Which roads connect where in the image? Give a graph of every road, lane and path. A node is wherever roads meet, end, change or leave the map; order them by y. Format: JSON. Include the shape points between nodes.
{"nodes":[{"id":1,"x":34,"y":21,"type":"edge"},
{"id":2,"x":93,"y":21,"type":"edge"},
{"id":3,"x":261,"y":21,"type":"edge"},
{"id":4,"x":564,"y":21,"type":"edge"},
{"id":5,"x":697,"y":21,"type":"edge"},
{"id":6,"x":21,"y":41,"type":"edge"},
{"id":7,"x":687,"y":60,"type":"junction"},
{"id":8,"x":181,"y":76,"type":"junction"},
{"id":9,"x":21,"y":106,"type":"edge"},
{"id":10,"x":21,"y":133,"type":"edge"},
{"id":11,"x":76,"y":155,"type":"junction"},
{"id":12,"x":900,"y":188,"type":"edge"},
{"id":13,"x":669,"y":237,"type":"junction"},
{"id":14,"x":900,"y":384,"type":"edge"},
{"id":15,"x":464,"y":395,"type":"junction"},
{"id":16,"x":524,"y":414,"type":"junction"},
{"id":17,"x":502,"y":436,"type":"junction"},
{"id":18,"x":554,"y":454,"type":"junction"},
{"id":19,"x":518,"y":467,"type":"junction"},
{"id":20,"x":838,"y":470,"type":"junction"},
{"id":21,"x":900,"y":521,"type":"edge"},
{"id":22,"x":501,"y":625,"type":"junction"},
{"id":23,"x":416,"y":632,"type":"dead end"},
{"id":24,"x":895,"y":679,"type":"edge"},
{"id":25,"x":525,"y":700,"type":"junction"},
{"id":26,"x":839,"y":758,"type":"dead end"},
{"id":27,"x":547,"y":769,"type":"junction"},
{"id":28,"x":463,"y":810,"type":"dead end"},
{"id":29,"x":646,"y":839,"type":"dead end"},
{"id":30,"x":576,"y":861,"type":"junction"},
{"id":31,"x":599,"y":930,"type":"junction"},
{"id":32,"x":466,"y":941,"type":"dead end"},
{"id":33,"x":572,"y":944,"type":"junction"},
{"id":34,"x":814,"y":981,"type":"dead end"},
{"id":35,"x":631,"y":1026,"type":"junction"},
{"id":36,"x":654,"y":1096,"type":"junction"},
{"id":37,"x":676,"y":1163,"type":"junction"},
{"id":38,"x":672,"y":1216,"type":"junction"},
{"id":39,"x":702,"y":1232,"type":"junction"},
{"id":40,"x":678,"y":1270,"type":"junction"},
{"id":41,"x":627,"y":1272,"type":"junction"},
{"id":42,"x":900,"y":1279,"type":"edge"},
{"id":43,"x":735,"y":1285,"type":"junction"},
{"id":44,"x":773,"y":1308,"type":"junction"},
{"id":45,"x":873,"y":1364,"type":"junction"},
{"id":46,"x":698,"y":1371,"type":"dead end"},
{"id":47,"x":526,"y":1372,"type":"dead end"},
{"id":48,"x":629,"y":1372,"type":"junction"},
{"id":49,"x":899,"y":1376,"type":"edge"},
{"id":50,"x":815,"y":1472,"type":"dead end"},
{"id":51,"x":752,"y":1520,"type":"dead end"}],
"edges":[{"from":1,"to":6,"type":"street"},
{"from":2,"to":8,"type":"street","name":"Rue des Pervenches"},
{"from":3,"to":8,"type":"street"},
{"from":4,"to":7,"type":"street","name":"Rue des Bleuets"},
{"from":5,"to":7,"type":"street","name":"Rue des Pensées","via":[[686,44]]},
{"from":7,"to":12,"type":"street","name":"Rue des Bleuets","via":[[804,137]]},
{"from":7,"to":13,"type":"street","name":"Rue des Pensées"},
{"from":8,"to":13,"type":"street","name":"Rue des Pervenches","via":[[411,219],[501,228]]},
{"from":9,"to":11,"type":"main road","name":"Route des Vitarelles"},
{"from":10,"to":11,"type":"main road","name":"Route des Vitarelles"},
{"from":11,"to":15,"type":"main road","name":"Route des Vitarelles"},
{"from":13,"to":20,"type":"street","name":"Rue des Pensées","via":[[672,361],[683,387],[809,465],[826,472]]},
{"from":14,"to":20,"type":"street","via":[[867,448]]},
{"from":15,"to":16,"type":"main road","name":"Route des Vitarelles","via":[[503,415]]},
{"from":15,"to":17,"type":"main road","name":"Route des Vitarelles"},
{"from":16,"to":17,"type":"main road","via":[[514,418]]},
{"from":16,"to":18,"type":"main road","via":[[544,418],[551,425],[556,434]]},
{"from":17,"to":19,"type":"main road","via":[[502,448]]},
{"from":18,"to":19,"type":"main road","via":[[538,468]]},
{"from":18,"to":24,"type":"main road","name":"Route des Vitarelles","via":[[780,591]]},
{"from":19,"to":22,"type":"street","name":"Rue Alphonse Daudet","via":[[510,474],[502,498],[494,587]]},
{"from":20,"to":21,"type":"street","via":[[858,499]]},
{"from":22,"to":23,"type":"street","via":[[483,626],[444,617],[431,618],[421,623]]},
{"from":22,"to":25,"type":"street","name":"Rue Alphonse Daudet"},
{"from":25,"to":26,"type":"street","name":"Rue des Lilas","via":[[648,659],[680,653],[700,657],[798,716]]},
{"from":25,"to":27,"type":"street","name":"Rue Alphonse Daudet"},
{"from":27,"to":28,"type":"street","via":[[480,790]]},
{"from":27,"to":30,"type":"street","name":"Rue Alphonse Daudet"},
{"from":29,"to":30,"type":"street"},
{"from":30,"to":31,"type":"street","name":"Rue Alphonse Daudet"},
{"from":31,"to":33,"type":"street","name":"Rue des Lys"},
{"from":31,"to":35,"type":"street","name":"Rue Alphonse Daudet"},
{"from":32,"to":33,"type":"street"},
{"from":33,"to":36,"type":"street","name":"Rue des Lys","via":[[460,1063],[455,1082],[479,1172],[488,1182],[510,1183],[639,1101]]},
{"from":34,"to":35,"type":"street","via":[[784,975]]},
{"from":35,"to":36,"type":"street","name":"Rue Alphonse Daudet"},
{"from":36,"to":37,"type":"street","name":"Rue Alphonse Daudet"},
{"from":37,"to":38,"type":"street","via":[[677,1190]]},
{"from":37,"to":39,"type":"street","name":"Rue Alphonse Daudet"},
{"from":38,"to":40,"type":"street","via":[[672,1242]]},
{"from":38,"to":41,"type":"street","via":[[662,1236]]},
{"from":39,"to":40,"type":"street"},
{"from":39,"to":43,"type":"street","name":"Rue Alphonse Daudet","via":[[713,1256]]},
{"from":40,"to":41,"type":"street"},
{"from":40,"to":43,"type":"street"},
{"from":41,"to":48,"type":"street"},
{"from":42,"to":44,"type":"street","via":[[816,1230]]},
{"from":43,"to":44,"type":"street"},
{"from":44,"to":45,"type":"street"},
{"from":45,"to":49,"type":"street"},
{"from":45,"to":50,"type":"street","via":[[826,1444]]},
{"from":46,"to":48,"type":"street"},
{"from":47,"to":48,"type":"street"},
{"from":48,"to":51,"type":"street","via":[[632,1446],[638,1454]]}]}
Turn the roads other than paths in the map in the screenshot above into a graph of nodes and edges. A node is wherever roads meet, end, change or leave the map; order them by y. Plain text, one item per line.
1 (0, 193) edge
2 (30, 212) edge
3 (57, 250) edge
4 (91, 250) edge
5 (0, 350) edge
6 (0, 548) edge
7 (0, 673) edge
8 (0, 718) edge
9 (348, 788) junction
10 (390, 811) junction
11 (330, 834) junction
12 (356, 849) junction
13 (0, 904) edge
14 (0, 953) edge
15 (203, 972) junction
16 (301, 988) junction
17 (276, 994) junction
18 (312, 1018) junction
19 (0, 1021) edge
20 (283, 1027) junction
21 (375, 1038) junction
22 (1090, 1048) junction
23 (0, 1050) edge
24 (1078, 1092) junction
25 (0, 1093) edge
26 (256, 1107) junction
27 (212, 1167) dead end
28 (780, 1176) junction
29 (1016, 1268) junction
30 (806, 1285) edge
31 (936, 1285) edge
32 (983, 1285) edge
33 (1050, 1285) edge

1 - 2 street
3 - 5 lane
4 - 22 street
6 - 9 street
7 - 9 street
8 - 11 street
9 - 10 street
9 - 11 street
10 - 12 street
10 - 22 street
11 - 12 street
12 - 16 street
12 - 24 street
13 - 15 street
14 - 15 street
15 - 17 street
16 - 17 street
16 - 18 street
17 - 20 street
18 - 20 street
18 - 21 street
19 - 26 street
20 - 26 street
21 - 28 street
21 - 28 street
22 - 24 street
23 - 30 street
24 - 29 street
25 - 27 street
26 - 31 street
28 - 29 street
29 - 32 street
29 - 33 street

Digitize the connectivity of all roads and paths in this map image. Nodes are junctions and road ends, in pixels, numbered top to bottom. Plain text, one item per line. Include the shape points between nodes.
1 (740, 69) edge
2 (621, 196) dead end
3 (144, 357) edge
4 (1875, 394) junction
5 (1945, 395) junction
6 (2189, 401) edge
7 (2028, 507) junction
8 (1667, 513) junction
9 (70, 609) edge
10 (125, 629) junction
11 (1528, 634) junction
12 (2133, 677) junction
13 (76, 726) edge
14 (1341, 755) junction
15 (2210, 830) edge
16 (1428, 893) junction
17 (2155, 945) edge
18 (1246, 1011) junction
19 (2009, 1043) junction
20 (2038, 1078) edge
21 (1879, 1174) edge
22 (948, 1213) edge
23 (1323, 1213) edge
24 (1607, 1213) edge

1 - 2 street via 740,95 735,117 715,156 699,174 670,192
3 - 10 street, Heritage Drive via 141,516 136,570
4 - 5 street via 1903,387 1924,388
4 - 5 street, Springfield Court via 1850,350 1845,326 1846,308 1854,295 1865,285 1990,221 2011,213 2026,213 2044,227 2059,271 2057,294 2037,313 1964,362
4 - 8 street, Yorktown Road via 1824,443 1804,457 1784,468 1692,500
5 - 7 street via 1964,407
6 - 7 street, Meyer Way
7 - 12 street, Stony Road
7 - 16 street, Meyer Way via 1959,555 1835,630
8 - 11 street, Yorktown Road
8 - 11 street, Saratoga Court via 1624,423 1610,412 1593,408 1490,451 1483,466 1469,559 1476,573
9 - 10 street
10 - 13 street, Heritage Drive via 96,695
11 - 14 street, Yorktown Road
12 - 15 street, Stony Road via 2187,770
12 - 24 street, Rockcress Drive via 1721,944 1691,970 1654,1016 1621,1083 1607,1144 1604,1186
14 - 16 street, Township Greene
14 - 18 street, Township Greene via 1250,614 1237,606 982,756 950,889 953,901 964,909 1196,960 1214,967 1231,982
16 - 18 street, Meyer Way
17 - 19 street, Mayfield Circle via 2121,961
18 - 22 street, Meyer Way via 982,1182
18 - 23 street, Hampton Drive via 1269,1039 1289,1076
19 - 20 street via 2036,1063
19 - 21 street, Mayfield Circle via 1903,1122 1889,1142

:::::

▶ [What is required]
Copy each line of the records above that carries the word "between".

▶ [Response for this exercise]
Which roads connect where in the image? Give a graph of every road, lane and path. A node is wherever roads meet, end, change or leave the map; order them by y. Format: JSON. Include the shape points between nodes.
Digitize the connectivity of all roads and paths in this map image. Nodes are junctions and road ends, in pixels, numbered top to bottom. Plain text, one item per line. Include the shape points between nodes.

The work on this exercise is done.